- **Exercise prompt**
Below are the records; copy out every line that holds the word "lines".

- **Entries provided**
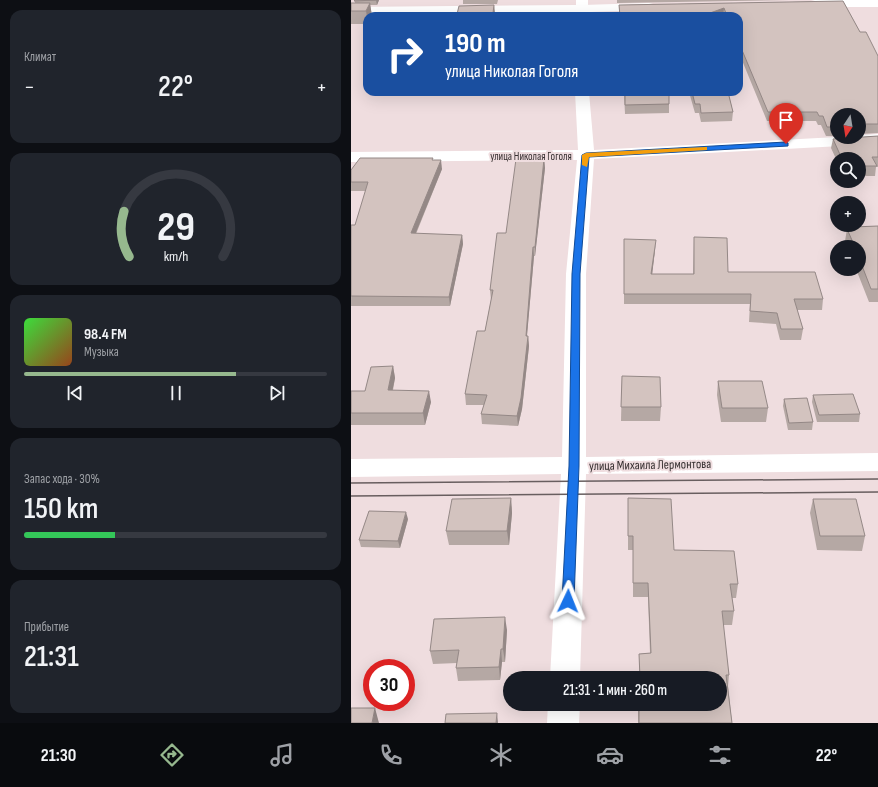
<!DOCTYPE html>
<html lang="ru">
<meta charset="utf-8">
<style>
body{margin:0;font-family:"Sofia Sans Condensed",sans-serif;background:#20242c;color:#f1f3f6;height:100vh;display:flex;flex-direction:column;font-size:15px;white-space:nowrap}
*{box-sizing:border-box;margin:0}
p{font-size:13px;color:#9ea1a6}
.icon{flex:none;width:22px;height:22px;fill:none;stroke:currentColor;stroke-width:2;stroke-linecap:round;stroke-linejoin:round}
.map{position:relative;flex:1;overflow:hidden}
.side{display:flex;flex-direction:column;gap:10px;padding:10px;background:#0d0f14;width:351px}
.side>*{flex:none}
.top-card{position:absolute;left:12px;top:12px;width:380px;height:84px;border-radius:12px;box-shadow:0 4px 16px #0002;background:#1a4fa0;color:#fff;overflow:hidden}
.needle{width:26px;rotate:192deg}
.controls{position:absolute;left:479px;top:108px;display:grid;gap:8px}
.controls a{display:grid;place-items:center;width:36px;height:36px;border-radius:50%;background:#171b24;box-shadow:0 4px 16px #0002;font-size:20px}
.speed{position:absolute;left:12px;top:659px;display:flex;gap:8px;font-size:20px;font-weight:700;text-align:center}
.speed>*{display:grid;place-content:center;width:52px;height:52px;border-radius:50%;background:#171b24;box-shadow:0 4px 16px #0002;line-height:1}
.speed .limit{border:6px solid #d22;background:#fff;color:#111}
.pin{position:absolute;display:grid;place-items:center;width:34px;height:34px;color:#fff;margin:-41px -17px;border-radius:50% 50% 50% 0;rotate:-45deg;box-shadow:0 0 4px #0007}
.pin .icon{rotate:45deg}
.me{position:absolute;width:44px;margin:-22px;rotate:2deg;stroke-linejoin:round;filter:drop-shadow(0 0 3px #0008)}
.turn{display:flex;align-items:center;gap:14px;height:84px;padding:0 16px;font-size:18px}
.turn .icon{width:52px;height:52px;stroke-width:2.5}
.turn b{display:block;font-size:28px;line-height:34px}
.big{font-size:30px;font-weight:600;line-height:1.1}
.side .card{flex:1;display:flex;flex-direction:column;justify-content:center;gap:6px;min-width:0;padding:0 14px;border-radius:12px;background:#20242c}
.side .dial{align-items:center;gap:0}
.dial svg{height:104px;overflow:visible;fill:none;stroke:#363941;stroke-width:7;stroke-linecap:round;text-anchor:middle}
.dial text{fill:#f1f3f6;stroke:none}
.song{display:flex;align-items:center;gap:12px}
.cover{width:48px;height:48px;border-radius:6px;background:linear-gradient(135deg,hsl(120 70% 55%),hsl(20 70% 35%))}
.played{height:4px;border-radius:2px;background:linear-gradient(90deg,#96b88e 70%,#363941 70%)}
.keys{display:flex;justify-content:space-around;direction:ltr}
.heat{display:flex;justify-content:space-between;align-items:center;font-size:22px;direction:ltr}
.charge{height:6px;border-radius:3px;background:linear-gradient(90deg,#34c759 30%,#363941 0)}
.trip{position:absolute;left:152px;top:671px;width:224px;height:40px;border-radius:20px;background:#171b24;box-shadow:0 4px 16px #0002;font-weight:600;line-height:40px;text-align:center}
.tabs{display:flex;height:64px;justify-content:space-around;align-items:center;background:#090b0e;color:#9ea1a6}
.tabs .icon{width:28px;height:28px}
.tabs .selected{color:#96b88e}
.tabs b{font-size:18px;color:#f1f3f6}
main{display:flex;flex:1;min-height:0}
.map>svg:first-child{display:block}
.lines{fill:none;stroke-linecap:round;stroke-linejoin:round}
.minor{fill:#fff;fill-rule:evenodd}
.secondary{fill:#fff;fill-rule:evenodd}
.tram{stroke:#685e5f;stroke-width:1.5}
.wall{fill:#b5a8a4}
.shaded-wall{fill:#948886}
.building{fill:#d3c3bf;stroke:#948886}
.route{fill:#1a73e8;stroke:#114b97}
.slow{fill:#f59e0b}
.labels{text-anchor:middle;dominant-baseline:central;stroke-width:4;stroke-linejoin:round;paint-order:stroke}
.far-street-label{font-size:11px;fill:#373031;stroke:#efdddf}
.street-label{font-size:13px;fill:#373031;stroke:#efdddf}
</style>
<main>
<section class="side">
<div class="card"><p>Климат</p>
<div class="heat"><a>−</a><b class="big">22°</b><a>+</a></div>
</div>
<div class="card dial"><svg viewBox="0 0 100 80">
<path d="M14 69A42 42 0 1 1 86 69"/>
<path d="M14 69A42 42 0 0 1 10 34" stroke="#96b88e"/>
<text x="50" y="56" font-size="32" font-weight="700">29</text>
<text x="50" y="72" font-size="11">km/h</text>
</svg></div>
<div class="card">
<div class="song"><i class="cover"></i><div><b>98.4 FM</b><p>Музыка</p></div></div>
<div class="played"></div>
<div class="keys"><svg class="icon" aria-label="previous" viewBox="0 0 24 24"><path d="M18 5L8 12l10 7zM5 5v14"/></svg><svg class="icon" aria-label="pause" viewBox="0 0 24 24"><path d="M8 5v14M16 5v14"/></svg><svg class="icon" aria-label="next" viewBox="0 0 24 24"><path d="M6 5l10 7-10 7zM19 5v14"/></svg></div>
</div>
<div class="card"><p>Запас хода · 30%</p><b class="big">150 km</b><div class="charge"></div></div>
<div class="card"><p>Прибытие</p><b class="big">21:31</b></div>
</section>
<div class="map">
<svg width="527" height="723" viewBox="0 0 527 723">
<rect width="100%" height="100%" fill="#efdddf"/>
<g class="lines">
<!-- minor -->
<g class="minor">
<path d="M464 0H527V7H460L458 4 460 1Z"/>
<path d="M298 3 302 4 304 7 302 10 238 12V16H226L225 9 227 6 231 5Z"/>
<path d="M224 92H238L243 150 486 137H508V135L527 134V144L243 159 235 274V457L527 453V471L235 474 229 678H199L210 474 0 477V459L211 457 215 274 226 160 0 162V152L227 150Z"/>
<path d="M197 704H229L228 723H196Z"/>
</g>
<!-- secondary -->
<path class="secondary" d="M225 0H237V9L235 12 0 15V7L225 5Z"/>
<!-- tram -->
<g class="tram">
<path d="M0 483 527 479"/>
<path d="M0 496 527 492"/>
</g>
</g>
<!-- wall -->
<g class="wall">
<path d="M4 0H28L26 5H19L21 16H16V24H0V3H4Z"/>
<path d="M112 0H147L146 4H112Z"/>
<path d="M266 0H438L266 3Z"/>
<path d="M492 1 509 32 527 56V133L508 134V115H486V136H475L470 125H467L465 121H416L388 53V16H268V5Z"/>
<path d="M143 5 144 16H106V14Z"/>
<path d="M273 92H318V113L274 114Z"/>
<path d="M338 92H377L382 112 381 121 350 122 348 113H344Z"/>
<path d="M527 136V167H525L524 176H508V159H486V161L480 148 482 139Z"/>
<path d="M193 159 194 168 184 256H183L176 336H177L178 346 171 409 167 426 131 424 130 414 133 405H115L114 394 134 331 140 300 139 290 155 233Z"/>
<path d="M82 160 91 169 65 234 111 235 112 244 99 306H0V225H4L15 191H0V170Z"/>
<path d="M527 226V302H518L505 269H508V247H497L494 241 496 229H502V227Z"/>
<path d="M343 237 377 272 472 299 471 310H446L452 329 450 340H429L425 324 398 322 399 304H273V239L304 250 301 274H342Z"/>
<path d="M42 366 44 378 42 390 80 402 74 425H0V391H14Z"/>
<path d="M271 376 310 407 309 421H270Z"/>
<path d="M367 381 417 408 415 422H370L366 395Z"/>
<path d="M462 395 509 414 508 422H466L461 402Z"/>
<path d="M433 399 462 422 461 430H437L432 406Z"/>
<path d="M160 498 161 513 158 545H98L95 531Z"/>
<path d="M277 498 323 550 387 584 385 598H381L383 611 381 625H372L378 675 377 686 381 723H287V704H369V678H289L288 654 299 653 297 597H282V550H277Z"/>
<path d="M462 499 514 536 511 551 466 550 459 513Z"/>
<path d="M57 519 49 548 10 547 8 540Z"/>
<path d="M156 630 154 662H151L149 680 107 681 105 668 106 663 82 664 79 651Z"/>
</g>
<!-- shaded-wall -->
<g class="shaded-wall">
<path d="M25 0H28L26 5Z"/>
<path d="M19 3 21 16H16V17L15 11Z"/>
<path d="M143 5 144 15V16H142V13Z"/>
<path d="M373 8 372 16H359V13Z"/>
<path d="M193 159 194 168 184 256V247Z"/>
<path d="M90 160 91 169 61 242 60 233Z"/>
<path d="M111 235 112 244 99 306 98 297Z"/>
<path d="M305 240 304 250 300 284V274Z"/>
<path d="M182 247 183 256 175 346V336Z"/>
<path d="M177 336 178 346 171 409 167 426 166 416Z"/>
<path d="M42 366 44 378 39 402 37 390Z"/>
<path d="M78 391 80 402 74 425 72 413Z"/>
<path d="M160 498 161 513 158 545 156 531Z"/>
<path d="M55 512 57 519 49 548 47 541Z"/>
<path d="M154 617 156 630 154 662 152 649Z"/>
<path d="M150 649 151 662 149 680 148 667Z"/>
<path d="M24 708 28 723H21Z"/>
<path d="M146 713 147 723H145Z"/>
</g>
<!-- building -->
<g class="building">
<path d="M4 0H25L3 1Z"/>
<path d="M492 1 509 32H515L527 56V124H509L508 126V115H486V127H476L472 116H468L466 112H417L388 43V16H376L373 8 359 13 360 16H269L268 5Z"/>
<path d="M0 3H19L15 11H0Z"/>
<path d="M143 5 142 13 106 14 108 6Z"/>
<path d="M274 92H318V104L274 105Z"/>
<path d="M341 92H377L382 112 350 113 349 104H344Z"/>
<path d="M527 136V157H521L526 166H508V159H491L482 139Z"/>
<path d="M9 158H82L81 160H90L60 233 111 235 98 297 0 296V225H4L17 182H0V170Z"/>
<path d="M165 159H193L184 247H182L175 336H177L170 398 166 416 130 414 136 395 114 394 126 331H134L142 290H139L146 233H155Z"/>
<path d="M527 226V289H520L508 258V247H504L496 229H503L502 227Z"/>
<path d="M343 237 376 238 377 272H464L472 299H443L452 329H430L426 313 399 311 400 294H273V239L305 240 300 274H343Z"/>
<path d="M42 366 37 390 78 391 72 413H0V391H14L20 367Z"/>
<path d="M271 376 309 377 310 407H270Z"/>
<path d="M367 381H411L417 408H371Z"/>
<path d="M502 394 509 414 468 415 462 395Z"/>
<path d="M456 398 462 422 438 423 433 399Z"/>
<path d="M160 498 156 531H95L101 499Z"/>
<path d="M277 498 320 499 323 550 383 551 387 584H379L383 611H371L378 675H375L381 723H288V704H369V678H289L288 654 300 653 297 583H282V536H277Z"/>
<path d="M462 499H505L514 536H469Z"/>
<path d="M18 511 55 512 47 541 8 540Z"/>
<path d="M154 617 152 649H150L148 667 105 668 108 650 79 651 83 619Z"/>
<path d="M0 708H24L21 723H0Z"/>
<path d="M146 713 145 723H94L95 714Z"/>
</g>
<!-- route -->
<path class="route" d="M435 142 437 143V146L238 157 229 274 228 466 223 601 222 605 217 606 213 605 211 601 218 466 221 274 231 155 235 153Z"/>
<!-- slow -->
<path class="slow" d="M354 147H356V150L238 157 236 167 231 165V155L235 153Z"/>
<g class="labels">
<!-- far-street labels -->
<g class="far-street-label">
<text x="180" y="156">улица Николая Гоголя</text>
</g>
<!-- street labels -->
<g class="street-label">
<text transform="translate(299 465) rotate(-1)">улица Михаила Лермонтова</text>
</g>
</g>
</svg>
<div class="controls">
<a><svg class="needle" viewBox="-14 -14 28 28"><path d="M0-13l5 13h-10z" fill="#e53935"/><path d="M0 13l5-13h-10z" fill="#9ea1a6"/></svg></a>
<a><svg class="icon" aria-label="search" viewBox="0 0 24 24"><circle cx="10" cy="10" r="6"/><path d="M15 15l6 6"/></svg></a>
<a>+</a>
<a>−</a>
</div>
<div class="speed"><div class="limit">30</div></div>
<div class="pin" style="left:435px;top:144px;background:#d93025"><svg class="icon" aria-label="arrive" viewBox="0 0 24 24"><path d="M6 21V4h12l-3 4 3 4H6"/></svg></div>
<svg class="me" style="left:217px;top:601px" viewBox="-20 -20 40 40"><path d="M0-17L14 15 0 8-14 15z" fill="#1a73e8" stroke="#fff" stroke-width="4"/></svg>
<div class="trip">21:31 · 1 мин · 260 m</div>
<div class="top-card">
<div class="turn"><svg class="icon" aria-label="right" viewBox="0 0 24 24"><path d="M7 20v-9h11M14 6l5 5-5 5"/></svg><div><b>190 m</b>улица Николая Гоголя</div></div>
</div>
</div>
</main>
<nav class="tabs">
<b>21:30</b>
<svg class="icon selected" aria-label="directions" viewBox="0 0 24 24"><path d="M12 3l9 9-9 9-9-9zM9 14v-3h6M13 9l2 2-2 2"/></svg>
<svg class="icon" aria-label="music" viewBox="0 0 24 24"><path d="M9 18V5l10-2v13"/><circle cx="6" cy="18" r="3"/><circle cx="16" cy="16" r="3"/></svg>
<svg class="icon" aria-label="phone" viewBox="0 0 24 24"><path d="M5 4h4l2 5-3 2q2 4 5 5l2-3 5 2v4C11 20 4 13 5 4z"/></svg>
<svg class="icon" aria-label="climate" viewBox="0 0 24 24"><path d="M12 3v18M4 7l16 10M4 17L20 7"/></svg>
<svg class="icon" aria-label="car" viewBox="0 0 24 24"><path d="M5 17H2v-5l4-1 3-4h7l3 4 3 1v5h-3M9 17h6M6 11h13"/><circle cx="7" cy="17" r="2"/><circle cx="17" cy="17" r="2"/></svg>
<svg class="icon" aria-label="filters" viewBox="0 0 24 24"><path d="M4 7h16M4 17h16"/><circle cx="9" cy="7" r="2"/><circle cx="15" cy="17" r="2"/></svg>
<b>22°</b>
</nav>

- **Result of this exercise**
.lines{fill:none;stroke-linecap:round;stroke-linejoin:round}
<g class="lines">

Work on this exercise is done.